§ **To do**
Filter these records by the string "paths", copying each line that holds it.

(Saved entries)
Segment Open

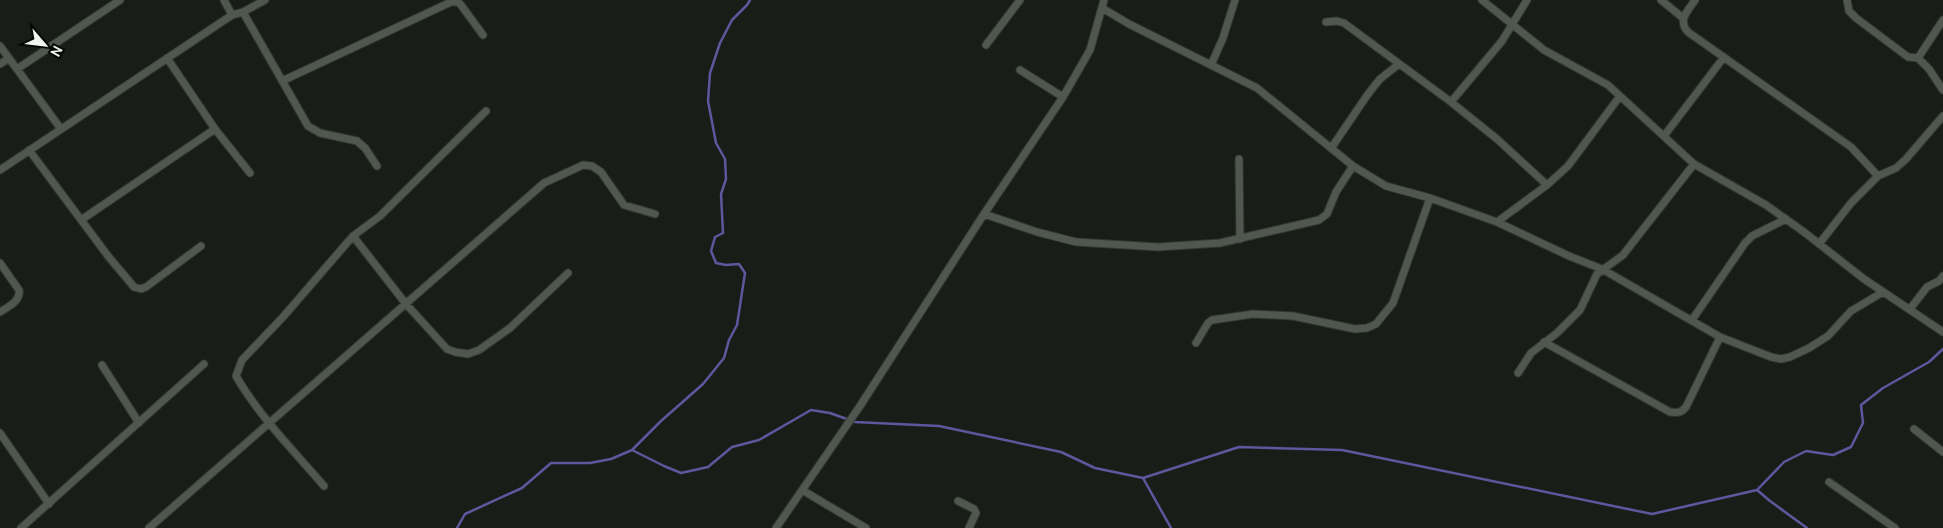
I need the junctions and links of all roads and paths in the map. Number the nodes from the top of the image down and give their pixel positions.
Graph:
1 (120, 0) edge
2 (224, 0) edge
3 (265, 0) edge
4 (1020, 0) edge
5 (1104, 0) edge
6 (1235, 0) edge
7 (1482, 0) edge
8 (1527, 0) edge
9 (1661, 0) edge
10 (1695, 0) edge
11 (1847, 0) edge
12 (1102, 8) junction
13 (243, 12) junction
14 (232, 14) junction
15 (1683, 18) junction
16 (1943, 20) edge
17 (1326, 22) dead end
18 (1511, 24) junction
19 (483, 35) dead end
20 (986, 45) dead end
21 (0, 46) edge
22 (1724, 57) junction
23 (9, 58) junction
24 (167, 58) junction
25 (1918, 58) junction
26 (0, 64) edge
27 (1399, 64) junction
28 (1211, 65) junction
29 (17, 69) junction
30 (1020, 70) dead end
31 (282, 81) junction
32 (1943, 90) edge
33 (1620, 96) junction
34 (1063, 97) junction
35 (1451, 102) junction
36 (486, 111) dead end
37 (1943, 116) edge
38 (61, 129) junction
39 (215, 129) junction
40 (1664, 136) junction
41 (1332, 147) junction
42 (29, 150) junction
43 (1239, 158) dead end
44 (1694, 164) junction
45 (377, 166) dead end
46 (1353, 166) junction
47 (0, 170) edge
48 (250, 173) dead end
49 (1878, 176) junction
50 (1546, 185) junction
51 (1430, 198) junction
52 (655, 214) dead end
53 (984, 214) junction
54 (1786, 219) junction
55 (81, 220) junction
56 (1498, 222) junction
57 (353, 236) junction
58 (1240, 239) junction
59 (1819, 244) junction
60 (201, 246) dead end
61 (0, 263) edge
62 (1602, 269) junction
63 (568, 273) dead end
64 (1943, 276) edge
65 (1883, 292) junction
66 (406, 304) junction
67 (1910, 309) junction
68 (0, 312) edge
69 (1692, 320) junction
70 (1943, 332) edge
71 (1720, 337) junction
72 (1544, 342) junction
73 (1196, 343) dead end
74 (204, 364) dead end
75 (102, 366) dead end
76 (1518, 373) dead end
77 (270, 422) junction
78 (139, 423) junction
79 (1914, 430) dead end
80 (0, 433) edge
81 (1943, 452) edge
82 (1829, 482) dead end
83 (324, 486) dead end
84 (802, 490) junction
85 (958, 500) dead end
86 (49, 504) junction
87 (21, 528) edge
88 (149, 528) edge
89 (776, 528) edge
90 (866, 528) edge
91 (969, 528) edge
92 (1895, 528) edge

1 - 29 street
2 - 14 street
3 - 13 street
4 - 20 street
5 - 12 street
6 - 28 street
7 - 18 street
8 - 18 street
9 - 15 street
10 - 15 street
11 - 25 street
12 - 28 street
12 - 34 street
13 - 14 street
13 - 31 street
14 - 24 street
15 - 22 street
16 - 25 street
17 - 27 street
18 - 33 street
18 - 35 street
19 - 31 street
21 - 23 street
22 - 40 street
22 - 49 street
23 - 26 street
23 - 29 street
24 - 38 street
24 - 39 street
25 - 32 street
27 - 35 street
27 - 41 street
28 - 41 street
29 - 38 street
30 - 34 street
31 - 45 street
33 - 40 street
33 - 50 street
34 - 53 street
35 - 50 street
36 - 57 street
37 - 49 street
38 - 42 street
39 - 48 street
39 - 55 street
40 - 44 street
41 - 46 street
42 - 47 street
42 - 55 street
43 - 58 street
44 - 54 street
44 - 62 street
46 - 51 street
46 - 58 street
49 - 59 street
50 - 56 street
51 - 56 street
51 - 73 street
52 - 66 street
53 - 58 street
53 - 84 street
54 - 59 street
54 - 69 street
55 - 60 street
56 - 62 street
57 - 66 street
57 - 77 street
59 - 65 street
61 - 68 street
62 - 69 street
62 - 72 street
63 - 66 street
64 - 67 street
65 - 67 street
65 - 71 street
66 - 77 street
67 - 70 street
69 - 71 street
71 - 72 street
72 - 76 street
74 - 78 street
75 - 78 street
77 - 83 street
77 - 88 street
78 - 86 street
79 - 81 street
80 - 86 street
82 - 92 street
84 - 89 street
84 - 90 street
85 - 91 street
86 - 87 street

Segment Closed
Segment Open

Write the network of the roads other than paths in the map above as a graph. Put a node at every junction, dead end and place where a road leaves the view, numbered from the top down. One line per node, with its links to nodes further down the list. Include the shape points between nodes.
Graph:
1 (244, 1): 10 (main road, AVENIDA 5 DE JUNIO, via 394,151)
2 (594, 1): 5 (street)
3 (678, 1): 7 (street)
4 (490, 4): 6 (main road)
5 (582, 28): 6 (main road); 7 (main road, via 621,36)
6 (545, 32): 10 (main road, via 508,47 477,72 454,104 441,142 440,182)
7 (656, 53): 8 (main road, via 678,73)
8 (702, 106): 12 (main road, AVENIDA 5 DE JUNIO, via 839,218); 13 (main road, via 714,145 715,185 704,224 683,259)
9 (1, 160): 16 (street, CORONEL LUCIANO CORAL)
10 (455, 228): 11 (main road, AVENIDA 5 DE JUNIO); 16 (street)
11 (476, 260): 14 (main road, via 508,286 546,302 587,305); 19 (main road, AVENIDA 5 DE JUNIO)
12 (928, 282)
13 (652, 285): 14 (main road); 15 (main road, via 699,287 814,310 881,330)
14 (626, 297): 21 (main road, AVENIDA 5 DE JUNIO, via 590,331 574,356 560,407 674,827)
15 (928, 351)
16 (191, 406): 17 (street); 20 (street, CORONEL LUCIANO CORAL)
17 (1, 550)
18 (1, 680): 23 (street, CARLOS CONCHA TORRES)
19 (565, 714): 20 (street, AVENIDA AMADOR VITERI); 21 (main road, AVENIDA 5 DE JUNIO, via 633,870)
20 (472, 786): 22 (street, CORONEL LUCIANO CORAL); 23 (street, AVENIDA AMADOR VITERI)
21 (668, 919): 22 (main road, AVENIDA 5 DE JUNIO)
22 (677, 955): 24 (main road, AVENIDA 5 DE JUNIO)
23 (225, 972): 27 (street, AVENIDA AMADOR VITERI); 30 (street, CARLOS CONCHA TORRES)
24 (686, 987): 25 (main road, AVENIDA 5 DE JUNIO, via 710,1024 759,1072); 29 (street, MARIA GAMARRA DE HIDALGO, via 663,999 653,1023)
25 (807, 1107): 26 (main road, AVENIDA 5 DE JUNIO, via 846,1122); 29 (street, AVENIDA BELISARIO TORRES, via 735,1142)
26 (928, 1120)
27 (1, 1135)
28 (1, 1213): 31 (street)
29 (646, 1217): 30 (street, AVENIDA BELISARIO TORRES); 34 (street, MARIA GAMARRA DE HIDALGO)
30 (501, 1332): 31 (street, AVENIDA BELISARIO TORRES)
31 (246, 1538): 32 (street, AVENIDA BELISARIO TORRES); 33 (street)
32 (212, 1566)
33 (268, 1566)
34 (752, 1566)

Segment Closed

§ **Response**
I need the junctions and links of all roads and paths in the map. Number the nodes from the top of the image down and give their pixel positions.
Write the network of the roads other than paths in the map above as a graph. Put a node at every junction, dead end and place where a road leaves the view, numbered from the top down. One line per node, with its links to nodes further down the list. Include the shape points between nodes.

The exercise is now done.